** Opening DATA TO PROCESS block **

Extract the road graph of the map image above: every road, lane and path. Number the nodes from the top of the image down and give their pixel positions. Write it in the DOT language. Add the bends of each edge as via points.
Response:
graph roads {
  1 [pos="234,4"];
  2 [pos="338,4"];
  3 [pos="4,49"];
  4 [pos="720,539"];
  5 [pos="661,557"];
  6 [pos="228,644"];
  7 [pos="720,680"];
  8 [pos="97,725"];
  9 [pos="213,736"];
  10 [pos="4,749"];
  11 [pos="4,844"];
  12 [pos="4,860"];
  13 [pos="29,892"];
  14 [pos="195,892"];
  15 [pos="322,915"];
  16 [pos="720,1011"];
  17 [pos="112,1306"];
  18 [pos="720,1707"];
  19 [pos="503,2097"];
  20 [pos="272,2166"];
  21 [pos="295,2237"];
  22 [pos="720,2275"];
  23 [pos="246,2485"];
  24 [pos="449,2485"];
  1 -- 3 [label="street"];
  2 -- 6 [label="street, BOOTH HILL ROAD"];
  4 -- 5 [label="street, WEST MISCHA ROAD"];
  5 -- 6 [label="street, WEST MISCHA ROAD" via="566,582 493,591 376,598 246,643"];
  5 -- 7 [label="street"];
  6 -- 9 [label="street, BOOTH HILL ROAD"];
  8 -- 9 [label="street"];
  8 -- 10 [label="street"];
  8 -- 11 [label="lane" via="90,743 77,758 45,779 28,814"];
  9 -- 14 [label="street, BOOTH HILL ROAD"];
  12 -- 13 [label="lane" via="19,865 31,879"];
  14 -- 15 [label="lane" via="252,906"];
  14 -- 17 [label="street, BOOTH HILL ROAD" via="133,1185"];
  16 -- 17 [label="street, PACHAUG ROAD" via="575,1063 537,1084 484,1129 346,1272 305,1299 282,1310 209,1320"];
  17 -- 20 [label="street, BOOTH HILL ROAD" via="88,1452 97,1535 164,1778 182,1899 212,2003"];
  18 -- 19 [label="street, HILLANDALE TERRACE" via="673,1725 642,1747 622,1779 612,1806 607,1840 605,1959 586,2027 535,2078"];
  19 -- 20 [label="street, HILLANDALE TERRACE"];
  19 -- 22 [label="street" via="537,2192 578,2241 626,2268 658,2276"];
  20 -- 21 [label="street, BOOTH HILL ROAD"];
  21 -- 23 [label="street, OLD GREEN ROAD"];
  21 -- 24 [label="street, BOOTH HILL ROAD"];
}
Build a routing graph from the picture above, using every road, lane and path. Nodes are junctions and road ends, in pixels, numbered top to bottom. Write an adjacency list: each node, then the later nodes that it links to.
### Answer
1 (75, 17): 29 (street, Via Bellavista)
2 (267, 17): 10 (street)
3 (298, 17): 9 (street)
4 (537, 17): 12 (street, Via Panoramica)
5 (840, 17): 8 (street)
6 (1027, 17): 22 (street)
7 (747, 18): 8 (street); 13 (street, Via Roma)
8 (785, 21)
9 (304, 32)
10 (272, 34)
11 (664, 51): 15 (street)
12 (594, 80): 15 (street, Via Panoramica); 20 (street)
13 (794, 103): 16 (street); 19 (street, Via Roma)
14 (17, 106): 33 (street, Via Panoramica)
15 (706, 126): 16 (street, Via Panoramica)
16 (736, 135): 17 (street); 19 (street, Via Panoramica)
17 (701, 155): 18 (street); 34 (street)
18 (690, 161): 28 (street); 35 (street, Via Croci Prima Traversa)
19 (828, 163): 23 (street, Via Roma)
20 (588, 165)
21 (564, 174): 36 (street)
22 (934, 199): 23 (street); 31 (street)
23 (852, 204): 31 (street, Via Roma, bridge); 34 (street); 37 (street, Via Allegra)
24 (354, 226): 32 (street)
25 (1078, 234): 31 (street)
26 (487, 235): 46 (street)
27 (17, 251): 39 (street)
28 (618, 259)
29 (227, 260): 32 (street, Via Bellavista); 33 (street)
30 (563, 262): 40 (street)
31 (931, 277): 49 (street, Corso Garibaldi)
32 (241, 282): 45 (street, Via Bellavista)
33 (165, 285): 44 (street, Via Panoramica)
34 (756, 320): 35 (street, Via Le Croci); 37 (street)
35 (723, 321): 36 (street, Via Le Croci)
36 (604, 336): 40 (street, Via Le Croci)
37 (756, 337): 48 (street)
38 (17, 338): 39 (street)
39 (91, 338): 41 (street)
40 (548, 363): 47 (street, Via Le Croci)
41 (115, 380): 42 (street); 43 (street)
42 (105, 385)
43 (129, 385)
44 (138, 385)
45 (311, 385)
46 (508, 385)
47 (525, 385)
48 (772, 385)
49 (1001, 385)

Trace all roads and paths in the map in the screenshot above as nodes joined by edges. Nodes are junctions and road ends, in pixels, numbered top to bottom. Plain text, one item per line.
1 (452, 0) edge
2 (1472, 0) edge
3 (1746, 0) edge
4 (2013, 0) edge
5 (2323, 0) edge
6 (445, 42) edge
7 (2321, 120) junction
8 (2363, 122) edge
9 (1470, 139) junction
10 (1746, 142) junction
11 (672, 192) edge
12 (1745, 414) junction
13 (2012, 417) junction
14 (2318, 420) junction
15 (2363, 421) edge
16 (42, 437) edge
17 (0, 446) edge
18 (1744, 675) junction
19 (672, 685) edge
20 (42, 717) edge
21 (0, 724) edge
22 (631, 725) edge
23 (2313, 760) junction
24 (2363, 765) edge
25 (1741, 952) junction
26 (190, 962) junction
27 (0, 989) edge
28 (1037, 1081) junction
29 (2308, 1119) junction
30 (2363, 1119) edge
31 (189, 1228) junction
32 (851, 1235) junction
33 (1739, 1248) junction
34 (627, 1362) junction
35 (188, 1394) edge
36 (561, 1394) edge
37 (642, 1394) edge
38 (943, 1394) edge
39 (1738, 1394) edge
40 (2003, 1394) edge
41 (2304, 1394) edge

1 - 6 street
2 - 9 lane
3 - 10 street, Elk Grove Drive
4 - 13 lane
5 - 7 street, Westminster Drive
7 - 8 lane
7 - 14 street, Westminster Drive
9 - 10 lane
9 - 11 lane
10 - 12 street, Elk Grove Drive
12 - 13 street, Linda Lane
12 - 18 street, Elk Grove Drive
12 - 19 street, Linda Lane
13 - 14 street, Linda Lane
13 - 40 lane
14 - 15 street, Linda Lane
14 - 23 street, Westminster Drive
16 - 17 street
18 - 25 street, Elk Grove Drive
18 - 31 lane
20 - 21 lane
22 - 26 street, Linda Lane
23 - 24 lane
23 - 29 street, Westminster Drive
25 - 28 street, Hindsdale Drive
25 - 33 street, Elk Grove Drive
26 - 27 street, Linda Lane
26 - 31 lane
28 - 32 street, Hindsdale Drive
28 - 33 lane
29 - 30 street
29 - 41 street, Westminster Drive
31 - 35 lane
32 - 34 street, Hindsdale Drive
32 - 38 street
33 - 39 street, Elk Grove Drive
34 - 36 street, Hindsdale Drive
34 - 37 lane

** Closing DATA TO PROCESS block **

TASK BRIEF:
Print the records above in full, exactly.

ANSWER SPACE:
Extract the road graph of the map image above: every road, lane and path. Number the nodes from the top of the image down and give their pixel positions. Write it in the DOT language. Add the bends of each edge as via points.
Response:
graph roads {
  1 [pos="234,4"];
  2 [pos="338,4"];
  3 [pos="4,49"];
  4 [pos="720,539"];
  5 [pos="661,557"];
  6 [pos="228,644"];
  7 [pos="720,680"];
  8 [pos="97,725"];
  9 [pos="213,736"];
  10 [pos="4,749"];
  11 [pos="4,844"];
  12 [pos="4,860"];
  13 [pos="29,892"];
  14 [pos="195,892"];
  15 [pos="322,915"];
  16 [pos="720,1011"];
  17 [pos="112,1306"];
  18 [pos="720,1707"];
  19 [pos="503,2097"];
  20 [pos="272,2166"];
  21 [pos="295,2237"];
  22 [pos="720,2275"];
  23 [pos="246,2485"];
  24 [pos="449,2485"];
  1 -- 3 [label="street"];
  2 -- 6 [label="street, BOOTH HILL ROAD"];
  4 -- 5 [label="street, WEST MISCHA ROAD"];
  5 -- 6 [label="street, WEST MISCHA ROAD" via="566,582 493,591 376,598 246,643"];
  5 -- 7 [label="street"];
  6 -- 9 [label="street, BOOTH HILL ROAD"];
  8 -- 9 [label="street"];
  8 -- 10 [label="street"];
  8 -- 11 [label="lane" via="90,743 77,758 45,779 28,814"];
  9 -- 14 [label="street, BOOTH HILL ROAD"];
  12 -- 13 [label="lane" via="19,865 31,879"];
  14 -- 15 [label="lane" via="252,906"];
  14 -- 17 [label="street, BOOTH HILL ROAD" via="133,1185"];
  16 -- 17 [label="street, PACHAUG ROAD" via="575,1063 537,1084 484,1129 346,1272 305,1299 282,1310 209,1320"];
  17 -- 20 [label="street, BOOTH HILL ROAD" via="88,1452 97,1535 164,1778 182,1899 212,2003"];
  18 -- 19 [label="street, HILLANDALE TERRACE" via="673,1725 642,1747 622,1779 612,1806 607,1840 605,1959 586,2027 535,2078"];
  19 -- 20 [label="street, HILLANDALE TERRACE"];
  19 -- 22 [label="street" via="537,2192 578,2241 626,2268 658,2276"];
  20 -- 21 [label="street, BOOTH HILL ROAD"];
  21 -- 23 [label="street, OLD GREEN ROAD"];
  21 -- 24 [label="street, BOOTH HILL ROAD"];
}
Build a routing graph from the picture above, using every road, lane and path. Nodes are junctions and road ends, in pixels, numbered top to bottom. Write an adjacency list: each node, then the later nodes that it links to.
### Answer
1 (75, 17): 29 (street, Via Bellavista)
2 (267, 17): 10 (street)
3 (298, 17): 9 (street)
4 (537, 17): 12 (street, Via Panoramica)
5 (840, 17): 8 (street)
6 (1027, 17): 22 (street)
7 (747, 18): 8 (street); 13 (street, Via Roma)
8 (785, 21)
9 (304, 32)
10 (272, 34)
11 (664, 51): 15 (street)
12 (594, 80): 15 (street, Via Panoramica); 20 (street)
13 (794, 103): 16 (street); 19 (street, Via Roma)
14 (17, 106): 33 (street, Via Panoramica)
15 (706, 126): 16 (street, Via Panoramica)
16 (736, 135): 17 (street); 19 (street, Via Panoramica)
17 (701, 155): 18 (street); 34 (street)
18 (690, 161): 28 (street); 35 (street, Via Croci Prima Traversa)
19 (828, 163): 23 (street, Via Roma)
20 (588, 165)
21 (564, 174): 36 (street)
22 (934, 199): 23 (street); 31 (street)
23 (852, 204): 31 (street, Via Roma, bridge); 34 (street); 37 (street, Via Allegra)
24 (354, 226): 32 (street)
25 (1078, 234): 31 (street)
26 (487, 235): 46 (street)
27 (17, 251): 39 (street)
28 (618, 259)
29 (227, 260): 32 (street, Via Bellavista); 33 (street)
30 (563, 262): 40 (street)
31 (931, 277): 49 (street, Corso Garibaldi)
32 (241, 282): 45 (street, Via Bellavista)
33 (165, 285): 44 (street, Via Panoramica)
34 (756, 320): 35 (street, Via Le Croci); 37 (street)
35 (723, 321): 36 (street, Via Le Croci)
36 (604, 336): 40 (street, Via Le Croci)
37 (756, 337): 48 (street)
38 (17, 338): 39 (street)
39 (91, 338): 41 (street)
40 (548, 363): 47 (street, Via Le Croci)
41 (115, 380): 42 (street); 43 (street)
42 (105, 385)
43 (129, 385)
44 (138, 385)
45 (311, 385)
46 (508, 385)
47 (525, 385)
48 (772, 385)
49 (1001, 385)

Trace all roads and paths in the map in the screenshot above as nodes joined by edges. Nodes are junctions and road ends, in pixels, numbered top to bottom. Plain text, one item per line.
1 (452, 0) edge
2 (1472, 0) edge
3 (1746, 0) edge
4 (2013, 0) edge
5 (2323, 0) edge
6 (445, 42) edge
7 (2321, 120) junction
8 (2363, 122) edge
9 (1470, 139) junction
10 (1746, 142) junction
11 (672, 192) edge
12 (1745, 414) junction
13 (2012, 417) junction
14 (2318, 420) junction
15 (2363, 421) edge
16 (42, 437) edge
17 (0, 446) edge
18 (1744, 675) junction
19 (672, 685) edge
20 (42, 717) edge
21 (0, 724) edge
22 (631, 725) edge
23 (2313, 760) junction
24 (2363, 765) edge
25 (1741, 952) junction
26 (190, 962) junction
27 (0, 989) edge
28 (1037, 1081) junction
29 (2308, 1119) junction
30 (2363, 1119) edge
31 (189, 1228) junction
32 (851, 1235) junction
33 (1739, 1248) junction
34 (627, 1362) junction
35 (188, 1394) edge
36 (561, 1394) edge
37 (642, 1394) edge
38 (943, 1394) edge
39 (1738, 1394) edge
40 (2003, 1394) edge
41 (2304, 1394) edge

1 - 6 street
2 - 9 lane
3 - 10 street, Elk Grove Drive
4 - 13 lane
5 - 7 street, Westminster Drive
7 - 8 lane
7 - 14 street, Westminster Drive
9 - 10 lane
9 - 11 lane
10 - 12 street, Elk Grove Drive
12 - 13 street, Linda Lane
12 - 18 street, Elk Grove Drive
12 - 19 street, Linda Lane
13 - 14 street, Linda Lane
13 - 40 lane
14 - 15 street, Linda Lane
14 - 23 street, Westminster Drive
16 - 17 street
18 - 25 street, Elk Grove Drive
18 - 31 lane
20 - 21 lane
22 - 26 street, Linda Lane
23 - 24 lane
23 - 29 street, Westminster Drive
25 - 28 street, Hindsdale Drive
25 - 33 street, Elk Grove Drive
26 - 27 street, Linda Lane
26 - 31 lane
28 - 32 street, Hindsdale Drive
28 - 33 lane
29 - 30 street
29 - 41 street, Westminster Drive
31 - 35 lane
32 - 34 street, Hindsdale Drive
32 - 38 street
33 - 39 street, Elk Grove Drive
34 - 36 street, Hindsdale Drive
34 - 37 lane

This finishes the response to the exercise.